At this stage in life, she has won lots of awards, and by February of this year she already had earned the necessary points with the International Chili Society to compete in all categories of this weekend's world championship in Charleston.
But make no mistake, fellow competitors. Lentz is cooking to win.
"I'm going to give it a good shot," she said.
Lentz, who lives near Lexington, Ky., was the first in her family to compete in chili cookoffs starting about 23 years ago. She soon was joined by her husband, Larry, and their daughters, Carrie Lentz Parker and Laurin Lentz Staley.
When the Lentz family competes, it competes well. All four have achieved the Grand Master status, meaning they have qualified for and cooked in at least 10 world championships.
Diane won the world title in 2010 for her salsa. She would like to rack up another award, and at Magic Island this weekend she has four chances, because she's qualified in all categories: salsa, chili verde, traditional red and the new homestyle chili category, which can include beans and other additions.

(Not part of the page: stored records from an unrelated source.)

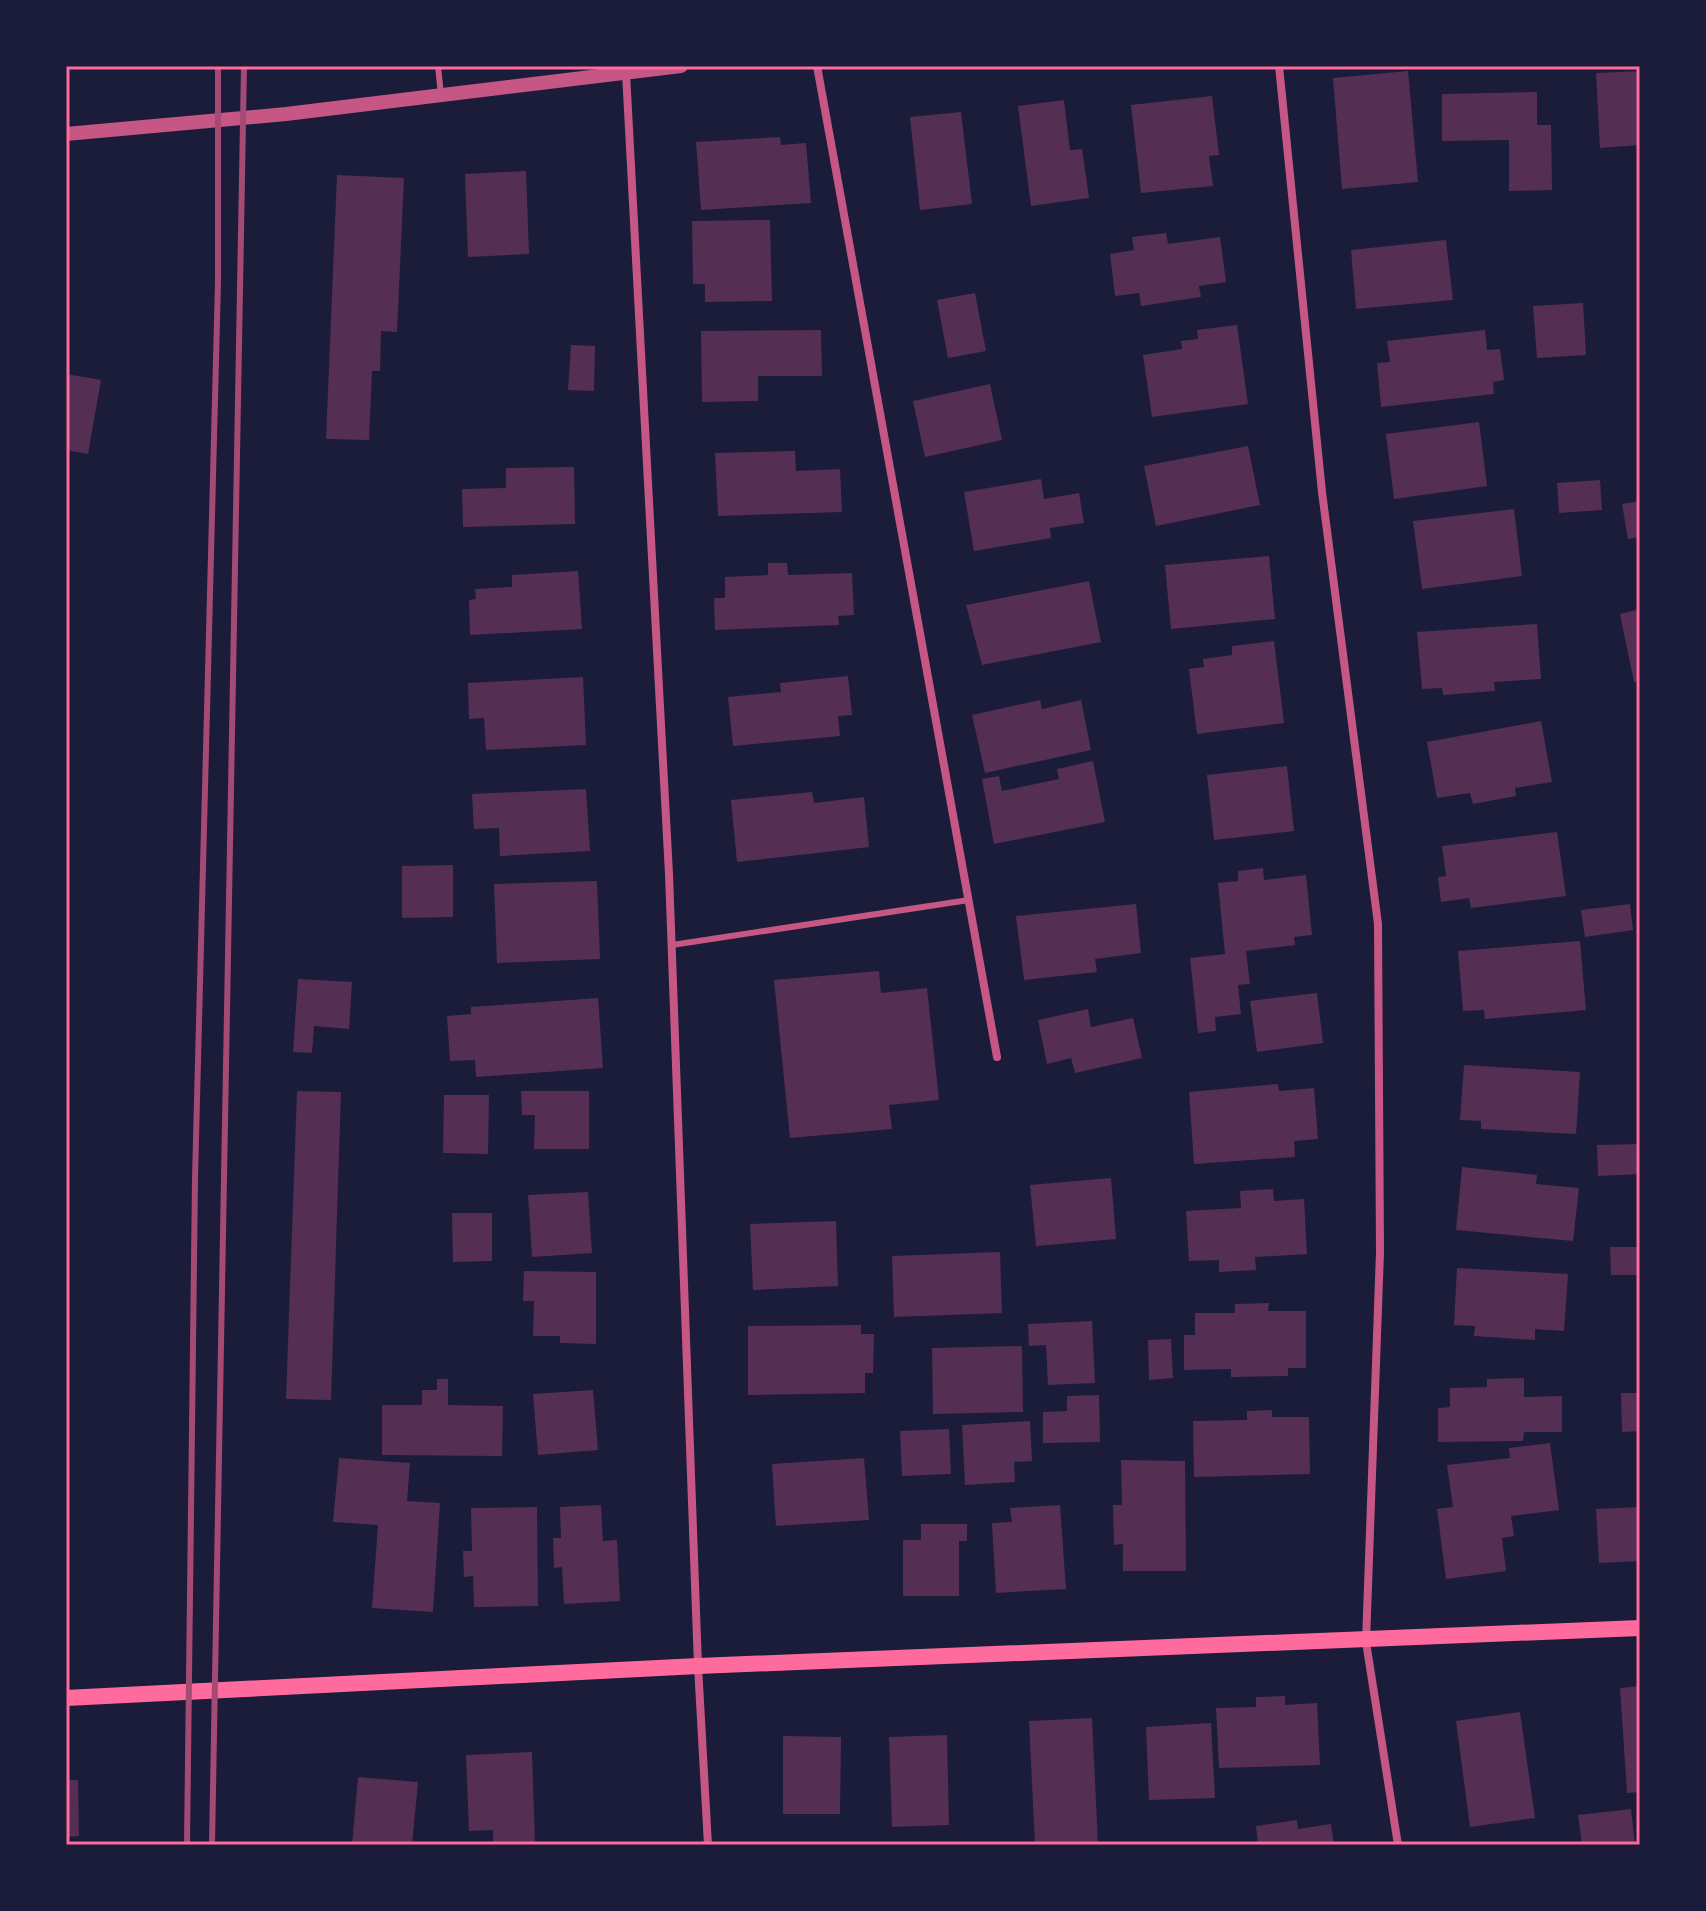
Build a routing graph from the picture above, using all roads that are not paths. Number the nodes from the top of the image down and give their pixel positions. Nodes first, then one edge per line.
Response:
1 (438, 66) edge
2 (681, 66) edge
3 (817, 66) edge
4 (1279, 66) edge
5 (626, 73) junction
6 (441, 95) junction
7 (66, 134) edge
8 (969, 900) junction
9 (672, 945) junction
10 (997, 1057) dead end
11 (1640, 1628) edge
12 (1366, 1642) junction
13 (698, 1666) junction
14 (66, 1698) edge
15 (708, 1845) edge
16 (1398, 1845) edge

1 - 6 lane
2 - 5 street
3 - 8 street
4 - 12 street
5 - 6 street
5 - 9 street
6 - 7 street
8 - 9 lane
8 - 10 street
9 - 13 street
11 - 12 main road
12 - 13 main road
12 - 16 street
13 - 14 main road
13 - 15 street

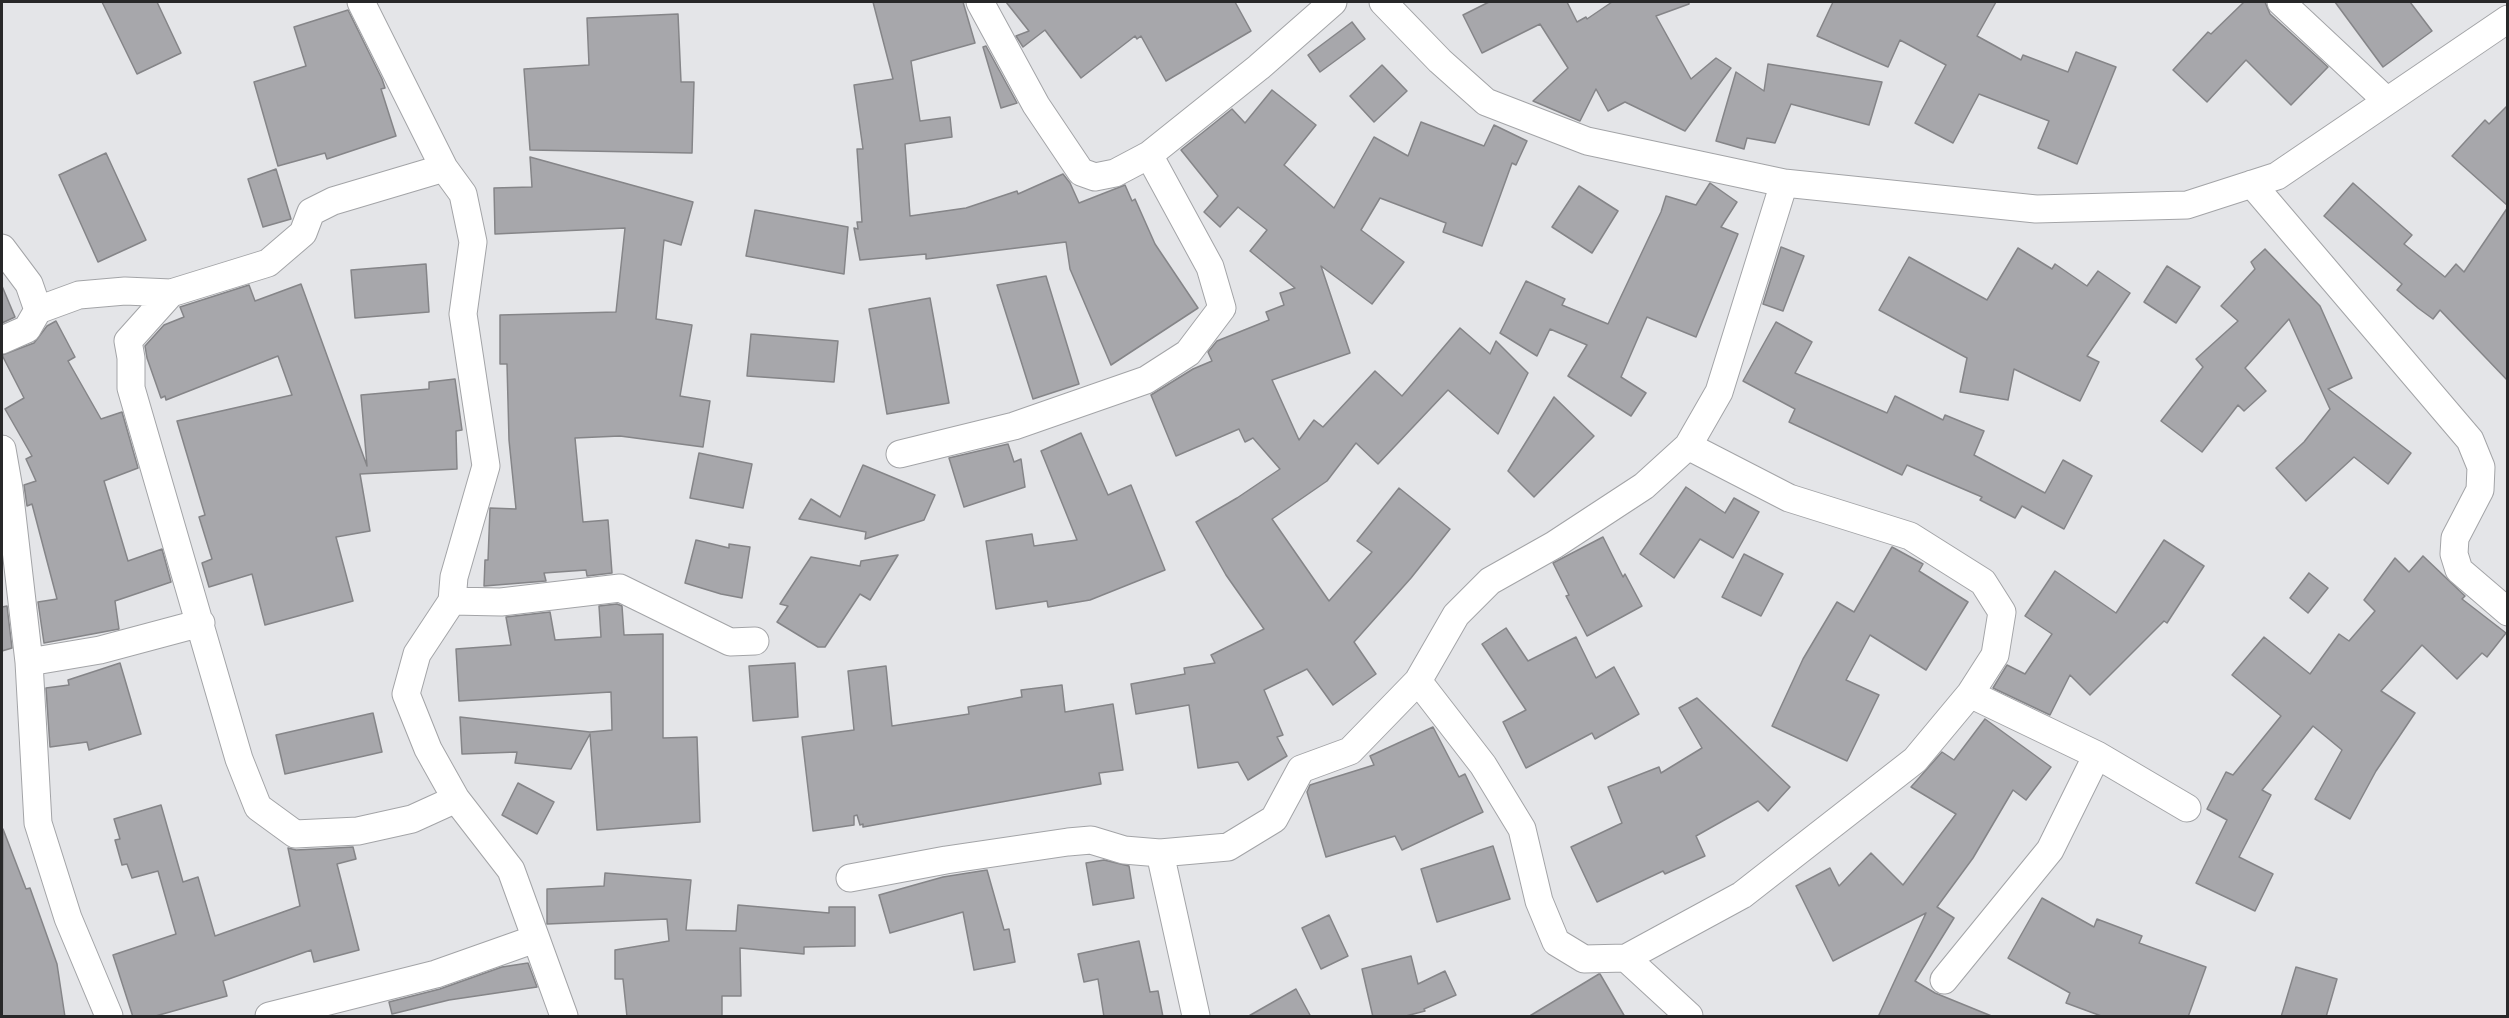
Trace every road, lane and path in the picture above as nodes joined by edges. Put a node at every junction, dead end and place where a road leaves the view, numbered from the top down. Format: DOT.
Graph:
graph roads {
  1 [pos="361,2"];
  2 [pos="980,2"];
  3 [pos="1333,2"];
  4 [pos="1383,2"];
  5 [pos="2281,2"];
  6 [pos="2508,20"];
  7 [pos="2387,101"];
  8 [pos="1149,155"];
  9 [pos="444,168"];
  10 [pos="1784,183"];
  11 [pos="2252,184"];
  12 [pos="2,248"];
  13 [pos="171,293"];
  14 [pos="38,310"];
  15 [pos="2,340"];
  16 [pos="1688,446"];
  17 [pos="2,449"];
  18 [pos="900,454"];
  19 [pos="452,601"];
  20 [pos="2508,612"];
  21 [pos="201,623"];
  22 [pos="755,640"];
  23 [pos="28,662"];
  24 [pos="1418,681"];
  25 [pos="1970,694"];
  26 [pos="2097,755"];
  27 [pos="456,799"];
  28 [pos="2187,808"];
  29 [pos="1160,854"];
  30 [pos="850,878"];
  31 [pos="535,939"];
  32 [pos="1626,958"];
  33 [pos="1944,980"];
  34 [pos="109,1017"];
  35 [pos="269,1017"];
  36 [pos="564,1017"];
  37 [pos="1196,1017"];
  38 [pos="1689,1017"];
  1 -- 9 [label="street"];
  2 -- 8 [label="street"];
  3 -- 8 [label="street"];
  4 -- 10 [label="street"];
  5 -- 7 [label="street"];
  6 -- 7 [label="street"];
  7 -- 11 [label="street"];
  8 -- 18 [label="street"];
  9 -- 13 [label="street"];
  9 -- 19 [label="street"];
  10 -- 11 [label="street"];
  10 -- 16 [label="street"];
  11 -- 20 [label="street"];
  12 -- 14 [label="street"];
  13 -- 14 [label="street"];
  13 -- 21 [label="street"];
  14 -- 15 [label="street"];
  16 -- 24 [label="street"];
  16 -- 25 [label="street"];
  17 -- 23 [label="street"];
  19 -- 22 [label="street"];
  19 -- 27 [label="street"];
  21 -- 23 [label="street"];
  21 -- 27 [label="street"];
  23 -- 34 [label="street"];
  24 -- 29 [label="street"];
  24 -- 32 [label="street"];
  25 -- 26 [label="street"];
  25 -- 32 [label="street"];
  26 -- 28 [label="street"];
  26 -- 33 [label="street"];
  27 -- 31 [label="street"];
  29 -- 30 [label="street"];
  29 -- 37 [label="street"];
  31 -- 35 [label="street"];
  31 -- 36 [label="street"];
  32 -- 38 [label="street"];
}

Lentz said chili cookoffs - her daughters now come with their families - are a family affair and a great social event.
Chili cooks, on the whole, love to chat about cooking and love feedback.
"It comes naturally for me; I think it comes naturally for all of us chili cooks. They're a great bunch of people," Lentz said.
Besides making batches of chili and salsa for the judges, cooks also turn out pots full for the tasting. Lentz estimates she'll make a good nine or 10 gallons of salsa and chili this weekend.
Earlier this week she made a trip to a grocery warehouse club to load up on supplies for her and her husband.
Lentz's traditional chili will have cubed beef - a standard in the International Chili Cookoff competitions.
Beyond that, cooks prefer many variations of flavors.
Lentz, who also is a judge and trains judges, said winning takes a bit of luck and an appealing blend of seasonings.
"One of the big things is the salt level," she said. "You can taste a bland chili and if you add some salt, it really helps the flavor.
"I like a well-blended chili. I do like cumin, but I don't really want it to pop out at me. You have to know the heat is there. I like back heat - the kind where I taste it after I swallow it and I know it's coming. I don't like front heat, where it starts to burn immediately. I like to have a little heat; not too much."
Of course, Lentz knows that heat is a subjective thing.
"Heat and hot are different to different people. I always set out a bottle of hot sauce. If the chili isn't hot enough, they can always add some."
Contact writer Monica Orosz at mon...@dailymail.com or 304-348-4830.
World Champion Chili Cookoff Schedule
The chili cookoff takes place Friday, Saturday and Sunday on Magic Island. Admission is $5 for adults and $2.50 for youth 12 to 18. Proceeds benefit HospiCare.